> **YOUR GOAL**:
Show all lines from the data that include the word "main".

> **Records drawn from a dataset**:
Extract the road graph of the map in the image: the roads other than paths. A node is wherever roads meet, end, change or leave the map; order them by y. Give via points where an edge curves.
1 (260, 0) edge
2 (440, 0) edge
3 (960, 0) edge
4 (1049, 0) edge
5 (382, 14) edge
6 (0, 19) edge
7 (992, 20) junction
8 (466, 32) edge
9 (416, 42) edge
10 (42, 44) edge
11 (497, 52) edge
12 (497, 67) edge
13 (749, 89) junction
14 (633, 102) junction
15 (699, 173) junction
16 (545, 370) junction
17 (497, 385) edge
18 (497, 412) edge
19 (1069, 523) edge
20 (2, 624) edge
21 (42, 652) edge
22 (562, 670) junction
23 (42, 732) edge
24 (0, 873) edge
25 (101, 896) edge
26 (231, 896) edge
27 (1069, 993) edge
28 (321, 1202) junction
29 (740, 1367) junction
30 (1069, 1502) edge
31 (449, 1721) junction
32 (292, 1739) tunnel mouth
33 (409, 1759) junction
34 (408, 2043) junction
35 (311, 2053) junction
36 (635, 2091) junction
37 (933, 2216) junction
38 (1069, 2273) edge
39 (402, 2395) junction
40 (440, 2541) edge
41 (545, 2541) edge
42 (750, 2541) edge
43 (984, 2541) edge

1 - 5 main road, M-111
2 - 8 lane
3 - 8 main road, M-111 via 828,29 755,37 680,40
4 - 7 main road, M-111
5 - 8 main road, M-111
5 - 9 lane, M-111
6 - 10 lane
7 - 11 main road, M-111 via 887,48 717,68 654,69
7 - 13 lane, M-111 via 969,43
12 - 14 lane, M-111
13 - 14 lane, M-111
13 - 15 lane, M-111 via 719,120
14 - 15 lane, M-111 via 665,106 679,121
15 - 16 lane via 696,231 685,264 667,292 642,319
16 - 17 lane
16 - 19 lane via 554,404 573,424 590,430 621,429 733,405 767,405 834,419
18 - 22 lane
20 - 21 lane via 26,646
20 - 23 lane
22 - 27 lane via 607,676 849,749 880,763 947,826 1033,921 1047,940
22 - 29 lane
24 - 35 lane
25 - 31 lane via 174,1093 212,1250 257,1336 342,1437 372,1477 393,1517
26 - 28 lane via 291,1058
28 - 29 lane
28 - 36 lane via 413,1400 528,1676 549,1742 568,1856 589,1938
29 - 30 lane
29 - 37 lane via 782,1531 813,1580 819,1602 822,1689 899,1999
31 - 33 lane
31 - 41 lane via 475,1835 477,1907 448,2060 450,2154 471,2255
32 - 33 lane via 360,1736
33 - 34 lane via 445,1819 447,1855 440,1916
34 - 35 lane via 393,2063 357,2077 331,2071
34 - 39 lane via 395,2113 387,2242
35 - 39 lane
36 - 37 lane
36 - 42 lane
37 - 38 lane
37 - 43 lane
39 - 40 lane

> **WRITTEN RESPONSE**:
1 - 5 main road, M-111
3 - 8 main road, M-111 via 828,29 755,37 680,40
4 - 7 main road, M-111
5 - 8 main road, M-111
7 - 11 main road, M-111 via 887,48 717,68 654,69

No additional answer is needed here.